Records excerpted from a collection:

########

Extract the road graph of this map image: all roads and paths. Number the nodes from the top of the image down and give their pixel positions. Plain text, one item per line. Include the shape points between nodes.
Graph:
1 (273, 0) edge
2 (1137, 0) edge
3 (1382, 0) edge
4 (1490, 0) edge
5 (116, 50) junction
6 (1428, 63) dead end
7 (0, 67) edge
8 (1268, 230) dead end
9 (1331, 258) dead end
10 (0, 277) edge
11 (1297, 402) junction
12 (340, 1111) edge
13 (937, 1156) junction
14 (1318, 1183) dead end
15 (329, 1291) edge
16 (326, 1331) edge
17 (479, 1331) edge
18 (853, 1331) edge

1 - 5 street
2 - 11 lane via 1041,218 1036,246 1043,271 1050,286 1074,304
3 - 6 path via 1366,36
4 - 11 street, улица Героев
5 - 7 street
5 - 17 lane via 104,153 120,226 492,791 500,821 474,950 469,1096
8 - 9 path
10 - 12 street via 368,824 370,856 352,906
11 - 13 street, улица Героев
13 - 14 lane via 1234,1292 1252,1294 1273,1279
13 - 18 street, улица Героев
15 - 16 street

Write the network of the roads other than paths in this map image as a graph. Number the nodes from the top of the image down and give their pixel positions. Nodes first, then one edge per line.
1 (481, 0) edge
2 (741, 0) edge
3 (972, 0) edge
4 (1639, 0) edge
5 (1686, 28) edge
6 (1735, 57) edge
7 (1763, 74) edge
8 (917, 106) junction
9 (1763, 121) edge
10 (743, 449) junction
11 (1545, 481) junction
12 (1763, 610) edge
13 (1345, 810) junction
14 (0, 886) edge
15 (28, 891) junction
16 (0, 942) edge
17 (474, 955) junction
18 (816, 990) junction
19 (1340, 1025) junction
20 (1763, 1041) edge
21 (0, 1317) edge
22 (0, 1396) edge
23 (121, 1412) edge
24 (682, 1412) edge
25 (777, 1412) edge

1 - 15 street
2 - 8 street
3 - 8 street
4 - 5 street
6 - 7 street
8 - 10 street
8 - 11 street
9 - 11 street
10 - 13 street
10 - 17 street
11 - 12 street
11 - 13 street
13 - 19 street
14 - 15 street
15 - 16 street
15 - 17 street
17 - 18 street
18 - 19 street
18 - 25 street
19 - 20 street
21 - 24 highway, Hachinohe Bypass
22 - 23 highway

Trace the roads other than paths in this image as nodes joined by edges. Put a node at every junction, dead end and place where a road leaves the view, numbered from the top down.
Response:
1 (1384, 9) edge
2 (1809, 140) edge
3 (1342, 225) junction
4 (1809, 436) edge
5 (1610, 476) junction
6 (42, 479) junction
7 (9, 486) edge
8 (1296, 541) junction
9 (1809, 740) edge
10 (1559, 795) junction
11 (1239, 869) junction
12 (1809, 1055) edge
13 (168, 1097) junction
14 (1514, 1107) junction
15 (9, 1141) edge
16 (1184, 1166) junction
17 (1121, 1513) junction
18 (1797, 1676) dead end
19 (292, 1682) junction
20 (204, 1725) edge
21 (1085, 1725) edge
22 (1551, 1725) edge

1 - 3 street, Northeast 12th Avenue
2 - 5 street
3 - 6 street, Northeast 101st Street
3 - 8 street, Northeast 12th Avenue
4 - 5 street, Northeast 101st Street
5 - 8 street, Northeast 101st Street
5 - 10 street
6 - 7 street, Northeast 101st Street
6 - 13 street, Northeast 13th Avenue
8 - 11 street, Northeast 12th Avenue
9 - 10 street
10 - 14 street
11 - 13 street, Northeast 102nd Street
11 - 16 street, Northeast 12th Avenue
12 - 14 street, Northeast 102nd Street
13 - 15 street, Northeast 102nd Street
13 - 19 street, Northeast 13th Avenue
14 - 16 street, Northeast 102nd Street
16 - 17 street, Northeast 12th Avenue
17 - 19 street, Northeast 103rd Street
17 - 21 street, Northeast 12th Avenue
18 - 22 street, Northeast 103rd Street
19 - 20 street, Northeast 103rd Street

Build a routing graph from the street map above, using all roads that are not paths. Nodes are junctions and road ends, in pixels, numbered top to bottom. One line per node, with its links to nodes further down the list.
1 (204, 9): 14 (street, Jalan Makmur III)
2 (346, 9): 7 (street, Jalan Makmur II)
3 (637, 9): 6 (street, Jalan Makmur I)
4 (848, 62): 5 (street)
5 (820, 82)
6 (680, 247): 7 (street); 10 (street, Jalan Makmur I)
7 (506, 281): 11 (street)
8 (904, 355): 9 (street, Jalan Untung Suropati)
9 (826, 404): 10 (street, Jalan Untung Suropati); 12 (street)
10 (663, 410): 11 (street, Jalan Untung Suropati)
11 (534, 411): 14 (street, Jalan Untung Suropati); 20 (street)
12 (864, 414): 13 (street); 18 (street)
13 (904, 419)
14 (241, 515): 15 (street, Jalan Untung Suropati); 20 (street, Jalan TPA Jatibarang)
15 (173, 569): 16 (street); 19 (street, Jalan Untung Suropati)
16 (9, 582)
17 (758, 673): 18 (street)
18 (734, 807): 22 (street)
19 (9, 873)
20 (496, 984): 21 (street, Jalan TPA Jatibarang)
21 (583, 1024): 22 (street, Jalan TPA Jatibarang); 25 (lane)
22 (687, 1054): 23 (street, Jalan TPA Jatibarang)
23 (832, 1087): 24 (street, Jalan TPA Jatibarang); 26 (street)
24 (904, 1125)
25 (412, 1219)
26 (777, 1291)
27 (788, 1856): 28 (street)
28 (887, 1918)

########

Task directions — All of the data above must be repeated exactly.

Answer box —
Extract the road graph of this map image: all roads and paths. Number the nodes from the top of the image down and give their pixel positions. Plain text, one item per line. Include the shape points between nodes.
Graph:
1 (273, 0) edge
2 (1137, 0) edge
3 (1382, 0) edge
4 (1490, 0) edge
5 (116, 50) junction
6 (1428, 63) dead end
7 (0, 67) edge
8 (1268, 230) dead end
9 (1331, 258) dead end
10 (0, 277) edge
11 (1297, 402) junction
12 (340, 1111) edge
13 (937, 1156) junction
14 (1318, 1183) dead end
15 (329, 1291) edge
16 (326, 1331) edge
17 (479, 1331) edge
18 (853, 1331) edge

1 - 5 street
2 - 11 lane via 1041,218 1036,246 1043,271 1050,286 1074,304
3 - 6 path via 1366,36
4 - 11 street, улица Героев
5 - 7 street
5 - 17 lane via 104,153 120,226 492,791 500,821 474,950 469,1096
8 - 9 path
10 - 12 street via 368,824 370,856 352,906
11 - 13 street, улица Героев
13 - 14 lane via 1234,1292 1252,1294 1273,1279
13 - 18 street, улица Героев
15 - 16 street

Write the network of the roads other than paths in this map image as a graph. Number the nodes from the top of the image down and give their pixel positions. Nodes first, then one edge per line.
1 (481, 0) edge
2 (741, 0) edge
3 (972, 0) edge
4 (1639, 0) edge
5 (1686, 28) edge
6 (1735, 57) edge
7 (1763, 74) edge
8 (917, 106) junction
9 (1763, 121) edge
10 (743, 449) junction
11 (1545, 481) junction
12 (1763, 610) edge
13 (1345, 810) junction
14 (0, 886) edge
15 (28, 891) junction
16 (0, 942) edge
17 (474, 955) junction
18 (816, 990) junction
19 (1340, 1025) junction
20 (1763, 1041) edge
21 (0, 1317) edge
22 (0, 1396) edge
23 (121, 1412) edge
24 (682, 1412) edge
25 (777, 1412) edge

1 - 15 street
2 - 8 street
3 - 8 street
4 - 5 street
6 - 7 street
8 - 10 street
8 - 11 street
9 - 11 street
10 - 13 street
10 - 17 street
11 - 12 street
11 - 13 street
13 - 19 street
14 - 15 street
15 - 16 street
15 - 17 street
17 - 18 street
18 - 19 street
18 - 25 street
19 - 20 street
21 - 24 highway, Hachinohe Bypass
22 - 23 highway

Trace the roads other than paths in this image as nodes joined by edges. Put a node at every junction, dead end and place where a road leaves the view, numbered from the top down.
Response:
1 (1384, 9) edge
2 (1809, 140) edge
3 (1342, 225) junction
4 (1809, 436) edge
5 (1610, 476) junction
6 (42, 479) junction
7 (9, 486) edge
8 (1296, 541) junction
9 (1809, 740) edge
10 (1559, 795) junction
11 (1239, 869) junction
12 (1809, 1055) edge
13 (168, 1097) junction
14 (1514, 1107) junction
15 (9, 1141) edge
16 (1184, 1166) junction
17 (1121, 1513) junction
18 (1797, 1676) dead end
19 (292, 1682) junction
20 (204, 1725) edge
21 (1085, 1725) edge
22 (1551, 1725) edge

1 - 3 street, Northeast 12th Avenue
2 - 5 street
3 - 6 street, Northeast 101st Street
3 - 8 street, Northeast 12th Avenue
4 - 5 street, Northeast 101st Street
5 - 8 street, Northeast 101st Street
5 - 10 street
6 - 7 street, Northeast 101st Street
6 - 13 street, Northeast 13th Avenue
8 - 11 street, Northeast 12th Avenue
9 - 10 street
10 - 14 street
11 - 13 street, Northeast 102nd Street
11 - 16 street, Northeast 12th Avenue
12 - 14 street, Northeast 102nd Street
13 - 15 street, Northeast 102nd Street
13 - 19 street, Northeast 13th Avenue
14 - 16 street, Northeast 102nd Street
16 - 17 street, Northeast 12th Avenue
17 - 19 street, Northeast 103rd Street
17 - 21 street, Northeast 12th Avenue
18 - 22 street, Northeast 103rd Street
19 - 20 street, Northeast 103rd Street

Build a routing graph from the street map above, using all roads that are not paths. Nodes are junctions and road ends, in pixels, numbered top to bottom. One line per node, with its links to nodes further down the list.
1 (204, 9): 14 (street, Jalan Makmur III)
2 (346, 9): 7 (street, Jalan Makmur II)
3 (637, 9): 6 (street, Jalan Makmur I)
4 (848, 62): 5 (street)
5 (820, 82)
6 (680, 247): 7 (street); 10 (street, Jalan Makmur I)
7 (506, 281): 11 (street)
8 (904, 355): 9 (street, Jalan Untung Suropati)
9 (826, 404): 10 (street, Jalan Untung Suropati); 12 (street)
10 (663, 410): 11 (street, Jalan Untung Suropati)
11 (534, 411): 14 (street, Jalan Untung Suropati); 20 (street)
12 (864, 414): 13 (street); 18 (street)
13 (904, 419)
14 (241, 515): 15 (street, Jalan Untung Suropati); 20 (street, Jalan TPA Jatibarang)
15 (173, 569): 16 (street); 19 (street, Jalan Untung Suropati)
16 (9, 582)
17 (758, 673): 18 (street)
18 (734, 807): 22 (street)
19 (9, 873)
20 (496, 984): 21 (street, Jalan TPA Jatibarang)
21 (583, 1024): 22 (street, Jalan TPA Jatibarang); 25 (lane)
22 (687, 1054): 23 (street, Jalan TPA Jatibarang)
23 (832, 1087): 24 (street, Jalan TPA Jatibarang); 26 (street)
24 (904, 1125)
25 (412, 1219)
26 (777, 1291)
27 (788, 1856): 28 (street)
28 (887, 1918)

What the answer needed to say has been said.